> Work instruction
Your task is to copy every line below that contains the word "image".

------ The data ------

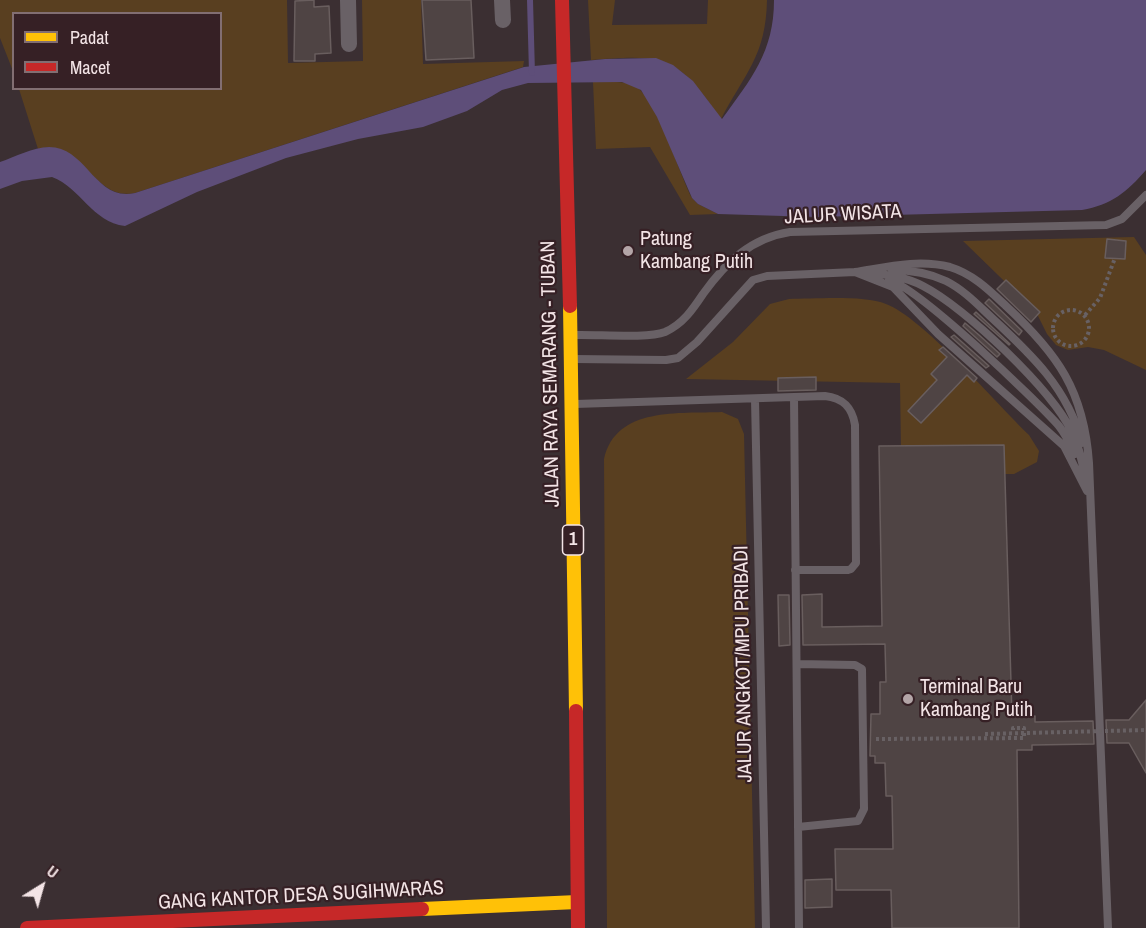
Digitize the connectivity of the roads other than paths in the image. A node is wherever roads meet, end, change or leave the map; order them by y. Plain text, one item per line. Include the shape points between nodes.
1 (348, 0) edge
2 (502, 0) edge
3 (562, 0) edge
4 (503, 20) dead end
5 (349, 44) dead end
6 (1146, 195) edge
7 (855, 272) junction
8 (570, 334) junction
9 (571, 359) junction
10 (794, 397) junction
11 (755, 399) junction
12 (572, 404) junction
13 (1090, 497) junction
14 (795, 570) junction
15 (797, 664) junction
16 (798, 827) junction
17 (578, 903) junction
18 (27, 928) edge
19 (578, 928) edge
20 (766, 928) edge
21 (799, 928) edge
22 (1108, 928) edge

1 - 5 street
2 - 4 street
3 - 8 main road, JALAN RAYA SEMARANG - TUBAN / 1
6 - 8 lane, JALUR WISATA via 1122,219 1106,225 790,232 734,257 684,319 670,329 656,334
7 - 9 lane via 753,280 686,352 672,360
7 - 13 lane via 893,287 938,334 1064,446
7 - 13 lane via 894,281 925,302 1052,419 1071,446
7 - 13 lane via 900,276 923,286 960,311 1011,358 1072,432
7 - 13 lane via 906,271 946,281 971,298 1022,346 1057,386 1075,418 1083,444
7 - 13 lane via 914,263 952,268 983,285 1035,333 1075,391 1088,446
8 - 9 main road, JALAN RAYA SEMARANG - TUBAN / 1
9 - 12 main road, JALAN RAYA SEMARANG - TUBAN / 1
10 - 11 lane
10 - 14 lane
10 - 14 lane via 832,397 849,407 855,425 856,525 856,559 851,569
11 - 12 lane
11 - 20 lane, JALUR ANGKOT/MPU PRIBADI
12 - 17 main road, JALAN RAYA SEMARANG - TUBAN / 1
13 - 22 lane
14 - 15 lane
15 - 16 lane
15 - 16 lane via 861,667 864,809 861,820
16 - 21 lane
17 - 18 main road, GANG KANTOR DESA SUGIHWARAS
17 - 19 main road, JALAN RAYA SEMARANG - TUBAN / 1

------
------ The data ------

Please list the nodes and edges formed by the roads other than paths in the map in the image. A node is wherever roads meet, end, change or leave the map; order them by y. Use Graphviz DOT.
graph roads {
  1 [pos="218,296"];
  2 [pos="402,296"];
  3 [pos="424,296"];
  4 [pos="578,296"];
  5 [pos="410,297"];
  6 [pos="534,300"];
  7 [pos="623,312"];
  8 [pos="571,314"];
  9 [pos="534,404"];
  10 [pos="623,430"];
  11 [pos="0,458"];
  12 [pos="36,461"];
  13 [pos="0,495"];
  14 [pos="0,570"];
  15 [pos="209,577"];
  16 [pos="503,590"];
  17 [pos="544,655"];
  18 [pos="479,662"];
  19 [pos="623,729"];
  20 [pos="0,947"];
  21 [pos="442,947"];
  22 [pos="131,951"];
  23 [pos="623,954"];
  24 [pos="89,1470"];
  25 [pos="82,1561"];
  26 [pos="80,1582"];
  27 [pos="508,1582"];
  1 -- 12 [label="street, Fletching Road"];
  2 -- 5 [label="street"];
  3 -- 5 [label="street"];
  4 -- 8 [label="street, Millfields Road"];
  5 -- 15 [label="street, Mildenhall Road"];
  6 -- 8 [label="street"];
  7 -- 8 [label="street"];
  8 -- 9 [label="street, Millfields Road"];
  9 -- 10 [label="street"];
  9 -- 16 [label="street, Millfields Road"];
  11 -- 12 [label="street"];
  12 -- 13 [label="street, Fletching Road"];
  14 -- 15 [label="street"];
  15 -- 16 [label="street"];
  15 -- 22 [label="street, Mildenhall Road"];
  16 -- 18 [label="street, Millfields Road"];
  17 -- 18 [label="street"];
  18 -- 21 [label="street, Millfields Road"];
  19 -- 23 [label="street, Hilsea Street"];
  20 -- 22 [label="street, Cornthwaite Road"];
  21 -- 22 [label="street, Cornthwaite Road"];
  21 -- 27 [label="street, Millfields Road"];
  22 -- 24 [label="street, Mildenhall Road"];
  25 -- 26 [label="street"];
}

------

> Answer
Digitize the connectivity of the roads other than paths in the image. A node is wherever roads meet, end, change or leave the map; order them by y. Plain text, one item per line. Include the shape points between nodes.
Please list the nodes and edges formed by the roads other than paths in the map in the image. A node is wherever roads meet, end, change or leave the map; order them by y. Use Graphviz DOT.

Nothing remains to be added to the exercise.